Children, who don’t feel loved and safe from their very beginning, often learn they need to take charge of themselves – be in control of themselves because they can’t count on other people.  Of course, they aren’t capable of this, but nonetheless this fear of having to be in control of their lives takes over their motivations.  This feeling is often absorbed in such young lives that it’s just a feeling, it’s non-verbal because something happened to them before they could even talk.

One adoptee told me his earliest memory was being held by different pairs of hands.  What is the other side of this?  His earliest memory was one of discomfort, insecurity. He doesn’t remember one set of steady loving hands holding him.  What happened inside his brain, inside his spirit?  He internalized a disquieting emotion.  We all need to feel secure.  His very first memory was just the opposite.  And, yes, he had a difficult time growing up and made some bad decisions along the way.  The consistent love of his adoptive parents pulled him through, but he struggled for many years before he realized he was loved and could count on his supportive and loving parents.
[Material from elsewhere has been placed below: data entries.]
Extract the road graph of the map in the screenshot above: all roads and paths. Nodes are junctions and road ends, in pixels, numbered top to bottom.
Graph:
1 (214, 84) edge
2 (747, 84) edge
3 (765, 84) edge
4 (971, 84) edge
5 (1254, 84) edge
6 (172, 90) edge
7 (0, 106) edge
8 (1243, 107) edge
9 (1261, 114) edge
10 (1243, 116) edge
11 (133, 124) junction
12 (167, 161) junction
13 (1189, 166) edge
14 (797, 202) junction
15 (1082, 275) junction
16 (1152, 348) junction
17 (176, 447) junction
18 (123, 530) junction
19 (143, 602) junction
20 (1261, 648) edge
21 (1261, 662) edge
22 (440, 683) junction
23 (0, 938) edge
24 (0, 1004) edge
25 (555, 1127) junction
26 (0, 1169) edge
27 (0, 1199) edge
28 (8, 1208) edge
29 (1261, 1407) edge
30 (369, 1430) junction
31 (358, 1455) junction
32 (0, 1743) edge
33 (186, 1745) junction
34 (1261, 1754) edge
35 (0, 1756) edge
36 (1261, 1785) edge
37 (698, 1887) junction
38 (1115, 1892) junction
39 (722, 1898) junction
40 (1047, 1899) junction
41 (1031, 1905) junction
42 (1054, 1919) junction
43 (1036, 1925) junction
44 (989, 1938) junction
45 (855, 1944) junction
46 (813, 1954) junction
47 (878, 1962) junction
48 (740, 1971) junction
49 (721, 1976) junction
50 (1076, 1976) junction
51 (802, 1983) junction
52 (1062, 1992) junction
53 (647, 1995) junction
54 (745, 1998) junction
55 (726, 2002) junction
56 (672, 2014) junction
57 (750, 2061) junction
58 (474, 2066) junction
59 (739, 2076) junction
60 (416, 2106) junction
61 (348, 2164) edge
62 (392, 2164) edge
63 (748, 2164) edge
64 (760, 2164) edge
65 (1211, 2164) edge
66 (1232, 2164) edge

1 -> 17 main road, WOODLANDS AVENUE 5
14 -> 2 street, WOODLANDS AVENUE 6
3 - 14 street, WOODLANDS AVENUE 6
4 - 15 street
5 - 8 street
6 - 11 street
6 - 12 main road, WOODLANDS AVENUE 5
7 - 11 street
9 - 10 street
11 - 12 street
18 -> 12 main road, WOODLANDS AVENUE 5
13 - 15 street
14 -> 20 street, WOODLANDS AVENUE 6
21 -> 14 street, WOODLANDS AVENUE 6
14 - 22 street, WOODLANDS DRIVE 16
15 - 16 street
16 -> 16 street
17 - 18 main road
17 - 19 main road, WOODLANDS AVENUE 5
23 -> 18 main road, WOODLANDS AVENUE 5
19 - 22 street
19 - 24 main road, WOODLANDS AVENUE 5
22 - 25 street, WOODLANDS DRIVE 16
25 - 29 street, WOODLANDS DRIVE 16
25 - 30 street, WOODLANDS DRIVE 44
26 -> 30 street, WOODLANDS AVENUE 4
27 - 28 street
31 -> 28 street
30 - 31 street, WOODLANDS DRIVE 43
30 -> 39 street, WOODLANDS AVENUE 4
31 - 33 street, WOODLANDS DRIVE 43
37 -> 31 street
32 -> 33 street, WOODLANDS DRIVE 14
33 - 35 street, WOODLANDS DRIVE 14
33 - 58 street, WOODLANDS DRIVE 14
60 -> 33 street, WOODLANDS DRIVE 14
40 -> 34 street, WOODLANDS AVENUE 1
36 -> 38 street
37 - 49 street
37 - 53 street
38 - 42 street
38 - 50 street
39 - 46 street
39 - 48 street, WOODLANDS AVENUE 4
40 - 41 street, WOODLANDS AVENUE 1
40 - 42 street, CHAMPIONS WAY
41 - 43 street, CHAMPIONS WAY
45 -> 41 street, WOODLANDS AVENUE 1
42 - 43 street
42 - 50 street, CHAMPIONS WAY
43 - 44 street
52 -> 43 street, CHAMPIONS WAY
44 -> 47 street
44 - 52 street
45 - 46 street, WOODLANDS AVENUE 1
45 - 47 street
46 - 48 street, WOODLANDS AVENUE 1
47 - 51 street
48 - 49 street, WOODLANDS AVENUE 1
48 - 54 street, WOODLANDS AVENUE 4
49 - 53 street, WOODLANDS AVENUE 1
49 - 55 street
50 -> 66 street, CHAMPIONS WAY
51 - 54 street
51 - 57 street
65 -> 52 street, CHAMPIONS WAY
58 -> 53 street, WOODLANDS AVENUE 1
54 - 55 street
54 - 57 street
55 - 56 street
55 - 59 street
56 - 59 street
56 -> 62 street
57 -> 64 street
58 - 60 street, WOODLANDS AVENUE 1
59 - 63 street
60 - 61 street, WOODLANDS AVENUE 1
 It’s hard to give responsibility (power) to a child you think is inept. Often our kids push us away.  It’s hard to feel loving toward an angry, disruptive child.  This is when we need to keep our calm, realize he’s coming from a fear of something and using his behavior to lash out.  Often he doesn’t know why.  Behavior is communication.  When a child either doesn’t know or is too emotional to verbalize his feelings, he’ll use behavior to express how he feels.

It’s at this point we need to listen 100% to our child.  He needs our undivided attention to defuse his situation.  He can’t always verbalize why he feels so awful, but our attention to what he does know about his feelings is paramount.  Think of what you might do at this point to make your relationship better with your child.  Give him back some power which is nothing more than respecting the fact he’s upset about something.  Feed him lines to acknowledge how he feels and help him identify the real source of his anger.  He might have hit his baby brother for no reason, but we all know that isn’t the real source of his anger.  Talking him through or letting him talk through his feelings is giving respect to his problem.  It often becomes a physical dance.  You can’t approach him closely when he’s so angry, but as he calms down you can slowly move in closer – and hopefully it will all end with a hug.  No one has lost power.  You have yours and your child still has his.  You listened !

Your power comes from the influence you have on your child.